Protein
Select the database(s) and taxon(s) on which you want to limit the search to.
Note! Multiple selections are possible by pressing the "Ctrl" key.
Some remarks about the database(s) selection:
- The databases available on ExPASy are Swiss-Prot and TrEMBL. Consult the Swiss-Prot/TrEMBL page, the SPTR README file or the Swiss-Prot/TrEMBL references for more information about these databases.
- When searching Swiss-Prot, you can choose to include or not all alternative splice isoforms described in Swiss-Prot feature tables (e.g. Isoform 12S of O43184). For splice isoforms, no processing or post-translational modifications documented in the Swiss-Prot feature table are taken into account, as they are usually documented for the primary isoform described in the original entry.
- Annotation in the TrEMBL database is done automatically; therefore it is incomplete and not always correct. Where available, TrEMBL annotation is used like for Swiss-Prot to process the proteins into mature chains or peptides. TrEMBL results should therefore be interpreted with care.
- Some Swiss-Prot/TrEMBL entries contain ambiguous residues (X = any amino acid,
B = Asx = Asp(D) or Asn(N), Z = Glx = Gln(Q) or Glu(E)). Example for such
entries is P19341. As substitution of D by N or of Q by E induces mass
differences of about 1 Dalton, it is not possible to compute exact masses for
peptides containing one or more residues B, Z or X. Therefore protein sequences containing such ambiguous residues are
not included in the database.
Some remarks about the taxon(s) selection:
- We define "single species matching" where you, for example, have proteins from E. coli which you then match against only the E. coli proteins in the database. This is a good approach to use when the organism you are working with is molecularly well defined, or ideally, the subject of a genome project.
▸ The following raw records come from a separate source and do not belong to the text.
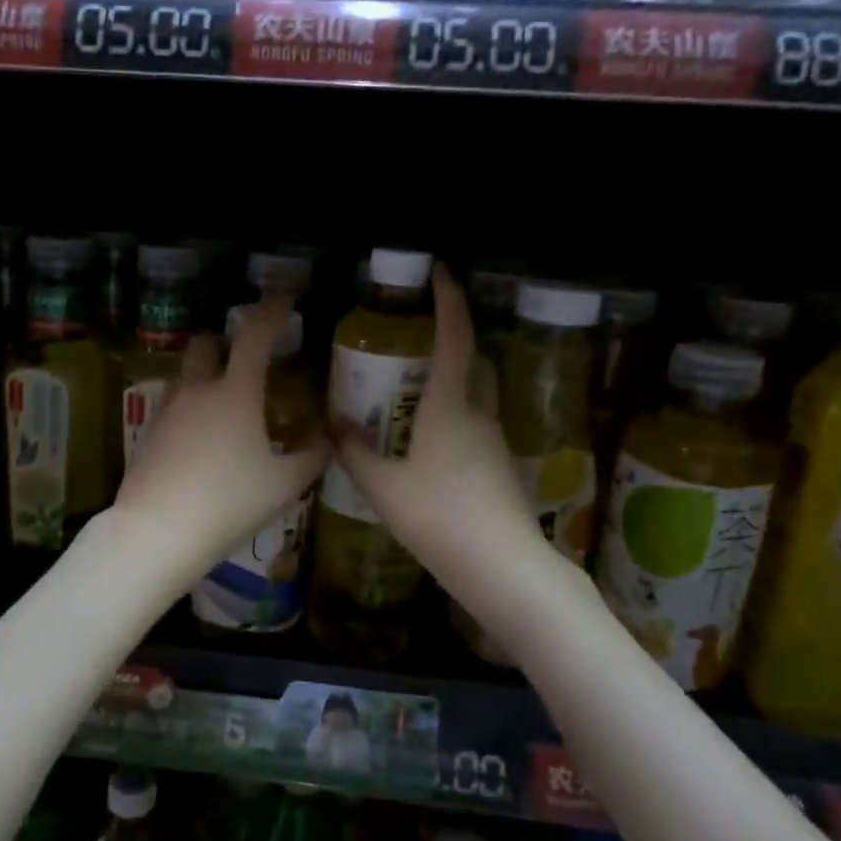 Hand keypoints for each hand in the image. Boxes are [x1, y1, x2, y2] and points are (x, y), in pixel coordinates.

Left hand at [114, 296, 328, 586]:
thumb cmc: (228, 503)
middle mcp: (198, 389)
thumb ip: (312, 457)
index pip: (255, 333)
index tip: (286, 298)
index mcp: (236, 392)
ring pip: (188, 374)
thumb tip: (327, 440)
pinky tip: (204, 440)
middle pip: (207, 342)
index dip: (272, 309)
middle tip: (249, 357)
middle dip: (227, 340)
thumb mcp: (283, 485)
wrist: (156, 532)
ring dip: (208, 375)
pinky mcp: (149, 432)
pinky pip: (174, 404)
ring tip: (229, 406)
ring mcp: (168, 409)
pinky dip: (192, 407)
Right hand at [331, 266, 542, 592]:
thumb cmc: (441, 519)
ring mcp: (494, 442)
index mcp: (449, 407)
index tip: (440, 272)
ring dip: (450, 384)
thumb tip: (336, 424)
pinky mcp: (500, 469)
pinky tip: (427, 447)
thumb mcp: (384, 487)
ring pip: (474, 396)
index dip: (449, 301)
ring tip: (411, 396)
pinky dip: (453, 419)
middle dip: (452, 340)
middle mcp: (478, 415)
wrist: (504, 569)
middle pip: (473, 362)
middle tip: (417, 340)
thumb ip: (356, 453)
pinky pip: (474, 427)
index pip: (455, 338) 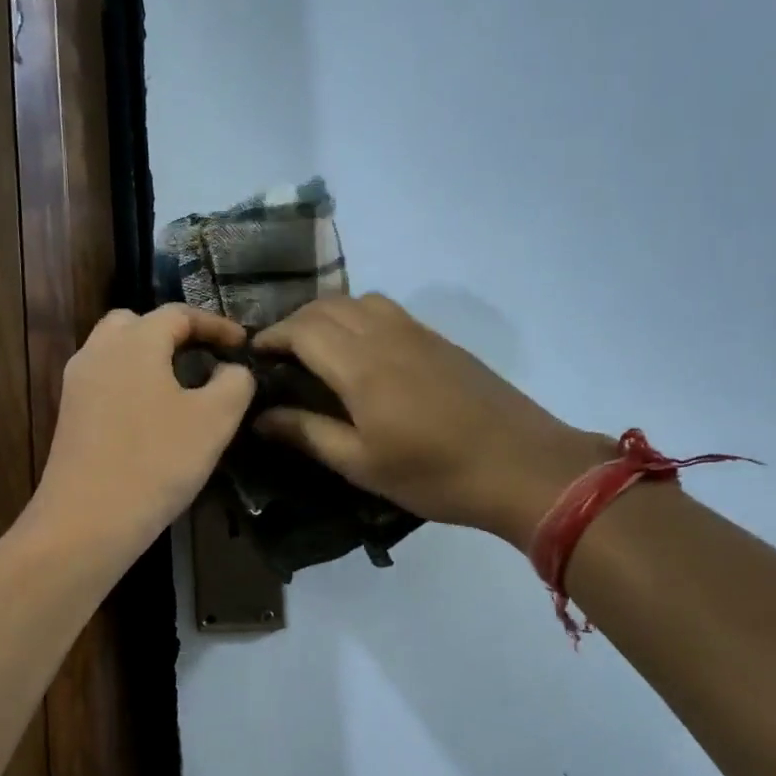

- If the source of your proteins is not molecularly well defined, it is best to do "cross-species matching". Thus, for example, if you are working with proteins from C. albicans, you may wish to either match your proteins against all proteins from fungi or against the fully sequenced yeast S. cerevisiae.
- when cross-species matching, protein pI is frequently poorly conserved [ref], but protein
mass is generally very well conserved. You should take this into consideration when setting your pI and
Mw ranges.
- Peptide masses are not well conserved across species boundaries. The poor conservation of peptide mass data is expected, as a single amino acid substitution in any peptide can drastically change its mass [1].
Some remarks about the Mw range selection:
- For bacterial proteins larger than 20 KDa, a range of ± 20% around the Mw estimate is usually sufficient. For smaller proteins, allow a ± 40% range. For cytoplasmic eukaryotic proteins this range is also usually sufficient, but secreted eukaryotic proteins often carry post-translational modifications that require a range of respectively ± 40% and 100% or more to be inclusive. If masses have been determined with MS, the ranges used can be much smaller.
However, note that if MS has been used to determine the size of a glycoprotein or another heavily modified protein, the measured mass may be considerably larger than the mass of the unmodified polypeptide predicted in the database.
- If you only have a vague idea of the protein Mw, you can use a large range. However, as the proteins are ranked by the number of matching peptide masses, very large proteins are likely to obtain a high score and appear at the top of the list. Eliminating proteins with high molecular weight can reduce random matches. Whenever you have an idea about the Mw range, it is highly recommended to use this information in the identification to speed up searches and to reduce false positives.
Some remarks about the pI range selection:
- For bacterial proteins separated in IPG gradients, a range of ± 0.25 around the estimate is usually sufficient. For eukaryotic proteins, increase this range to ± 0.5 units if the proteins are thought to be unmodified. If there is a high probability that the eukaryotic protein carries charge-modifying modifications, such as sialic acid, the range should be changed to ± 1.
- If you only have a vague idea of the protein pI, use a very large range. Even using a pI with a large range can increase the power of your search.